Report every line of the records that includes the word "road".

:: Data extract ::

---*---

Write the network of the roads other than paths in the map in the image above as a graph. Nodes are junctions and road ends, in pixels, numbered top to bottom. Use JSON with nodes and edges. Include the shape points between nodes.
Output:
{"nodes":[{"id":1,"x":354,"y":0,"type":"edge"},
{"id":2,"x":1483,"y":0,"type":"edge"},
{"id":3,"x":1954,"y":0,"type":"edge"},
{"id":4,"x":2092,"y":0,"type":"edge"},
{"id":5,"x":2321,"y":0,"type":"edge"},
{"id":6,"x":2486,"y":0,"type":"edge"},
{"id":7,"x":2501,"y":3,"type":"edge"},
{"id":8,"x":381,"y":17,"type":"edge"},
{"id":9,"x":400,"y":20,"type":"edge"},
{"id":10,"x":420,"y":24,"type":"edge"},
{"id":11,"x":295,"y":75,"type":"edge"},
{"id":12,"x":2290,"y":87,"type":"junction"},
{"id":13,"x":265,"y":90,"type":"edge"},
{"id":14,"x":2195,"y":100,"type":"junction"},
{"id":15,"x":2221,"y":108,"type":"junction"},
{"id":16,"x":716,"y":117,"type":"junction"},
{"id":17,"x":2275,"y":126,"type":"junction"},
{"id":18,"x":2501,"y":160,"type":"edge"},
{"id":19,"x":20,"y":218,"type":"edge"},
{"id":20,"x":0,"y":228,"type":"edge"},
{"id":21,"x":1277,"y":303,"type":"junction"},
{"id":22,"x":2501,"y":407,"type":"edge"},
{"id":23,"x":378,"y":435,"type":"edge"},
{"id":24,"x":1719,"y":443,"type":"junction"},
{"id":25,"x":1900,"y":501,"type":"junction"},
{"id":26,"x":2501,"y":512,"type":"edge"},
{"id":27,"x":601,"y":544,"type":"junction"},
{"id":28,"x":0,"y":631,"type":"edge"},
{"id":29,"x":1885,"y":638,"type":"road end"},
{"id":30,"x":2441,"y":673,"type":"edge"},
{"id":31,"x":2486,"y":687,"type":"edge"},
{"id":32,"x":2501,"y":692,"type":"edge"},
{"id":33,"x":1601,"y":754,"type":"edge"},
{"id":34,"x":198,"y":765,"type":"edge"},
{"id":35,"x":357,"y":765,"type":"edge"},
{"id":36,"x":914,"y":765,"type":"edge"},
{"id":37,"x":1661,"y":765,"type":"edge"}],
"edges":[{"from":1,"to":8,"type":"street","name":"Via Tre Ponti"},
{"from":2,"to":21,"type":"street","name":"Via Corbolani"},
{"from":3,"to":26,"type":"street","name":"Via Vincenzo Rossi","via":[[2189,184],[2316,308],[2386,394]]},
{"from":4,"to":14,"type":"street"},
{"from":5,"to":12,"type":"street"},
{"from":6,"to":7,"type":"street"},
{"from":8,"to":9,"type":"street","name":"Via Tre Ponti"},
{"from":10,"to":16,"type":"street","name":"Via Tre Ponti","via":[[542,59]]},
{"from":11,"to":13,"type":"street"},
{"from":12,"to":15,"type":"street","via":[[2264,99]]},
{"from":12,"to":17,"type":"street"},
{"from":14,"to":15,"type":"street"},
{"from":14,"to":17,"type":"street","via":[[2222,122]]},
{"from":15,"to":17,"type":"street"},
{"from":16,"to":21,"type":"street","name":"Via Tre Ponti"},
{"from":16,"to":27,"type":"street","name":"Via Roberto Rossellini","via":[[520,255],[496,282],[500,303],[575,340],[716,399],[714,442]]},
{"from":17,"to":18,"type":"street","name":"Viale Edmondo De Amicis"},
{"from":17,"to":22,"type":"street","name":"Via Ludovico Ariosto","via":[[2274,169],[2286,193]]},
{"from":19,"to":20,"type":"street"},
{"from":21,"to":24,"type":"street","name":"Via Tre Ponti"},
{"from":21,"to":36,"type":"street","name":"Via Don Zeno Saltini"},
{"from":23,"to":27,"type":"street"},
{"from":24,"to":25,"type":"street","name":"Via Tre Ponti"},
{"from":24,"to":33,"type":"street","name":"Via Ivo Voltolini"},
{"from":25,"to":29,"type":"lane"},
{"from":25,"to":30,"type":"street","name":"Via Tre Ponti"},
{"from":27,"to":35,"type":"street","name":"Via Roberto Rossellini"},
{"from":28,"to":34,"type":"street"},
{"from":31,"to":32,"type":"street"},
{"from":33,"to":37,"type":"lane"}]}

---*---

:: Solved problem ::
Write the network of the roads other than paths in the map in the image above as a graph. Nodes are junctions and road ends, in pixels, numbered top to bottom. Use JSON with nodes and edges. Include the shape points between nodes.
{"id":29,"x":1885,"y":638,"type":"road end"},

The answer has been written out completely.